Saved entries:
--------

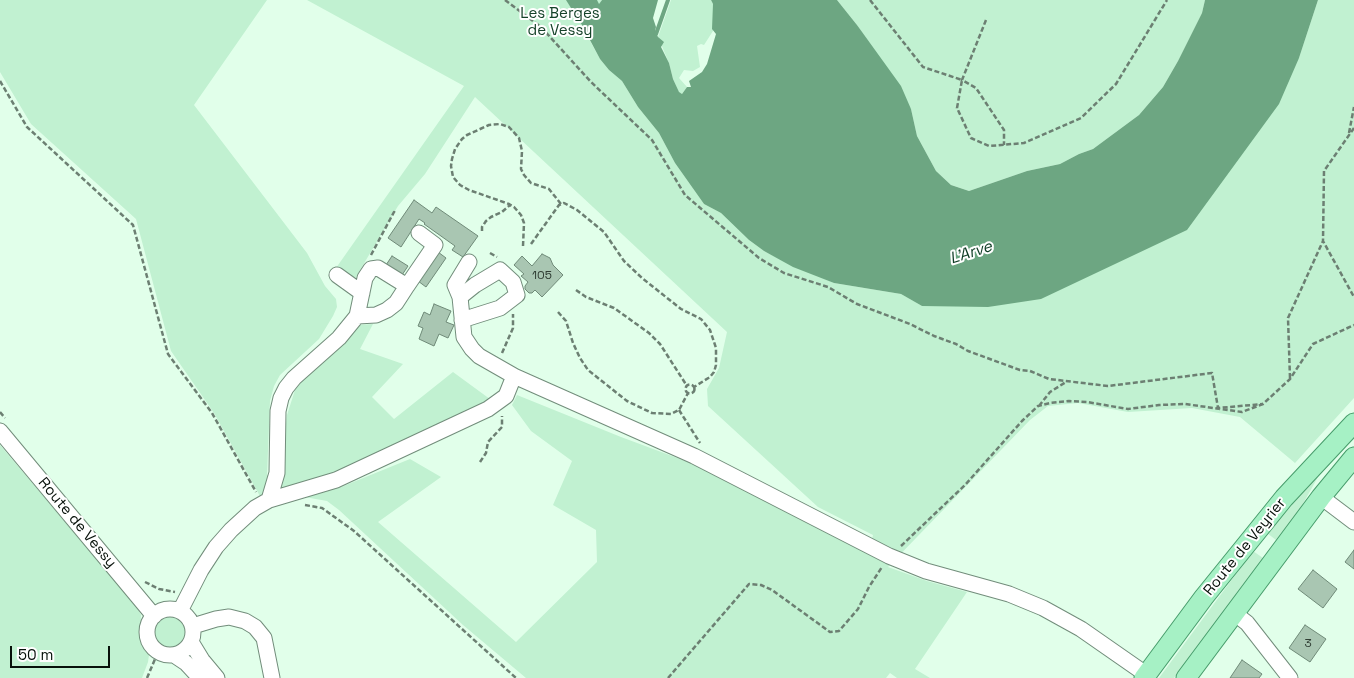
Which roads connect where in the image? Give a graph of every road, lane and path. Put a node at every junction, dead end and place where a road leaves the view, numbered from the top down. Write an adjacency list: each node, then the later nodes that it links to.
1 (505, 0): 35 (path)
2 (870, 0): 5 (path)
3 (1167, 0): 10 (path)
4 (986, 20): 5 (path)
5 (962, 80): 10 (path); 10 (path)
6 (0, 81): 49 (path)
7 (1354, 107): 9 (path)
8 (1354, 128): 9 (path)
9 (1349, 135): 16 (path)
10 (1004, 145)
11 (510, 204): 12 (path); 14 (path); 18 (path)
12 (561, 204): 17 (path); 37 (path)
13 (397, 214): 20 (path)
14 (482, 231)
15 (419, 233): 22 (street)
16 (1322, 241): 25 (path); 34 (path)
17 (531, 244)
18 (523, 246)
19 (470, 262): 26 (street)
20 (376, 267): 22 (street); 24 (street)
21 (337, 276): 24 (street)
22 (407, 286): 29 (street)
23 (576, 290): 36 (path)
24 (362, 293): 29 (street)
25 (1354, 296)
26 (460, 297): 27 (street); 30 (street)
27 (509, 301): 30 (street); 32 (path)
28 (558, 312): 42 (path)
29 (357, 316): 49 (street)
30 (462, 320): 32 (street)
31 (1354, 325): 34 (path)
32 (495, 366): 33 (street)
33 (514, 376): 39 (street); 53 (street)
34 (1290, 379): 40 (path)
35 (1068, 381): 40 (path); 41 (path)
36 (686, 386): 37 (path); 38 (path)
37 (694, 387): 38 (path)
38 (688, 393): 42 (path)
39 (499, 403): 47 (path); 49 (street)
40 (1263, 404): 41 (path)
41 (1038, 406): 53 (path)
42 (679, 410): 45 (path)
43 (1354, 423): 52 (main road, Route de Veyrier)
44 (0, 431): 57 (street, Route de Vessy)
45 (702, 447)
46 (1354, 457): 48 (main road, Route de Veyrier)
47 (480, 462)
48 (1321, 497): 51 (street); 54 (main road, Route de Veyrier)
49 (266, 502): 55 (street)
50 (300, 505): 67 (path)
51 (1354, 522)
52 (1250, 538): 54 (main road); 62 (main road, Route de Veyrier)
53 (889, 556): 62 (street); 68 (path)
54 (1277, 556): 56 (main road, Route de Veyrier)
55 (180, 611): 57 (street); 58 (street)
56 (1234, 613): 69 (main road, Route de Veyrier); 70 (street)
57 (154, 616): 60 (street)
58 (193, 626): 59 (street); 66 (street)
59 (191, 642): 61 (street); 65 (street)
60 (158, 652): 61 (street); 63 (path)
61 (174, 655): 64 (street)
62 (1145, 676)
63 (147, 678)
64 (200, 678)
65 (217, 678)
66 (272, 678)
67 (516, 678)
68 (668, 678)
69 (1186, 678)
70 (1290, 678)

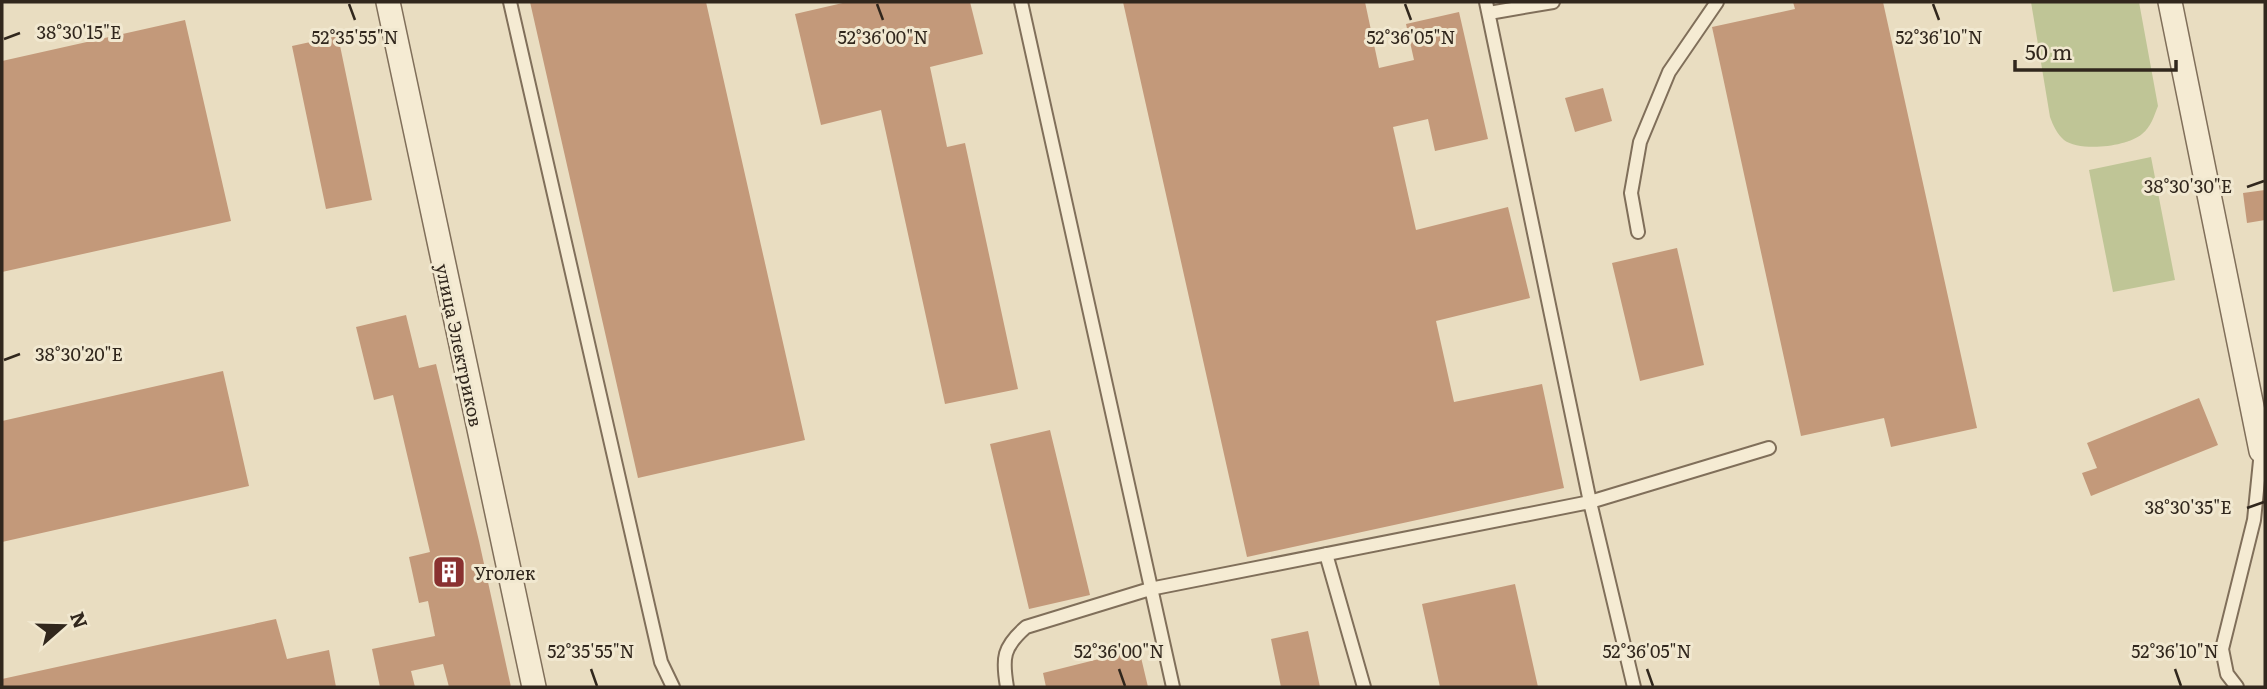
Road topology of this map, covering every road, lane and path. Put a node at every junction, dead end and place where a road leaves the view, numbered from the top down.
1 (388, 2) edge
2 (510, 2) edge
3 (1021, 2) edge
4 (1553, 2) edge
5 (1717, 2) edge
6 (2170, 2) edge
7 (1487, 7) edge
8 (1638, 232) dead end
9 (1769, 448) dead end
10 (2263, 453) edge
11 (1590, 502) junction
12 (1326, 554) junction
13 (1150, 589) junction
14 (534, 687) edge
15 (673, 687) edge
16 (1007, 687) edge
17 (1173, 687) edge
18 (1364, 687) edge
19 (1633, 687) edge
20 (2237, 687) edge

1 - 14 street, улица Электриков
2 - 15 lane
3 - 13 lane
4 - 7 lane
5 - 8 lane
6 - 10 street
7 - 11 lane
9 - 11 lane
10 - 20 lane
11 - 12 lane
11 - 19 lane
12 - 13 lane
12 - 18 lane
13 - 16 lane
13 - 17 lane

--------

• **ASSIGNMENT**:
Identify the lines above with the word "view". Copy them.

• **ANSWER FOR THIS EXERCISE**:
Which roads connect where in the image? Give a graph of every road, lane and path. Put a node at every junction, dead end and place where a road leaves the view, numbered from the top down. Write an adjacency list: each node, then the later nodes that it links to.
Road topology of this map, covering every road, lane and path. Put a node at every junction, dead end and place where a road leaves the view, numbered from the top down.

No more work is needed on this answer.